- Problem statement -
For this exercise, copy exactly the lines below from the one with "middle tip: (140, 92)" through the one with "middle mcp: (193, 85)" and leave out the pictures.

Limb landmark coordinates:
□ □ □ □ □ □ □

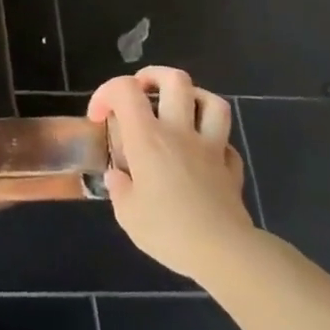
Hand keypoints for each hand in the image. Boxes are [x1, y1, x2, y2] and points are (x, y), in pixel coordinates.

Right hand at [90, 67, 254, 281]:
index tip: (99, 118)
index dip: (106, 93)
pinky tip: (202, 154)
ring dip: (192, 98)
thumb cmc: (168, 230)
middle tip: (140, 92)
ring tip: (177, 110)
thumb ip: (119, 189)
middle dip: (153, 77)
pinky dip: (213, 141)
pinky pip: (226, 142)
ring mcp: (211, 148)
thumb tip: (118, 176)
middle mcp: (179, 132)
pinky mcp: (231, 168)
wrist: (225, 253)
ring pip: (212, 101)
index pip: (125, 90)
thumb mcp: (127, 214)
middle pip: (175, 79)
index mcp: (147, 138)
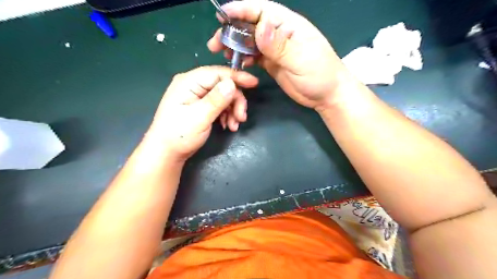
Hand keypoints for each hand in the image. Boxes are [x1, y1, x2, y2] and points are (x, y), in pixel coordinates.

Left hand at [146, 66, 258, 160]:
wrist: (167, 153)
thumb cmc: (179, 135)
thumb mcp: (199, 117)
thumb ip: (216, 100)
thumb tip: (232, 83)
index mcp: (189, 82)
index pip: (217, 73)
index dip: (237, 77)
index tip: (255, 83)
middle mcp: (193, 85)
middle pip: (222, 85)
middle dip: (235, 101)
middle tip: (242, 117)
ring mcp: (197, 96)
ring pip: (223, 96)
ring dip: (233, 110)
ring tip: (235, 125)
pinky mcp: (200, 106)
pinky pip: (219, 105)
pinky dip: (227, 114)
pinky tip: (229, 125)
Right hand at [208, 0, 350, 110]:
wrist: (326, 95)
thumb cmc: (319, 74)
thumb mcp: (301, 59)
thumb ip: (280, 45)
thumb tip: (260, 27)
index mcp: (288, 25)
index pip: (261, 10)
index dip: (241, 10)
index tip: (222, 16)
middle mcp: (279, 34)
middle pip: (251, 26)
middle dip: (232, 31)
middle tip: (216, 44)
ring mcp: (275, 49)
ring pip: (250, 42)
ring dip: (236, 46)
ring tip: (223, 54)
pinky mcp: (272, 63)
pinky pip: (255, 56)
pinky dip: (244, 58)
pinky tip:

□ □ □ □ □ □ □

- Result -
middle tip: (140, 92)
ring tip: (177, 110)
thumb ip: (119, 189)
middle dip: (153, 77)
pinky dip: (213, 141)
pinky pip: (226, 142)
ring mcp: (211, 148)
thumb tip: (118, 176)
middle mcp: (179, 132)
pinky mcp: (231, 168)
wrist: (225, 253)
ring pip: (212, 101)
index pip: (125, 90)
thumb mcp: (127, 214)
middle pip: (175, 79)
index mcp: (147, 138)
Hand keypoints for each hand in the image. Boxes are [x1, y1, x2, y2] and points are (x, y), in pixel coordinates.

Left hand at [146, 66, 258, 160]:
wrist: (167, 153)
thumb cmc: (179, 135)
thumb mcp: (199, 117)
thumb ip: (216, 100)
thumb tip: (232, 83)
index mcp: (189, 82)
index pip: (217, 73)
index dip: (237, 77)
index tip: (255, 83)
middle mcp: (193, 85)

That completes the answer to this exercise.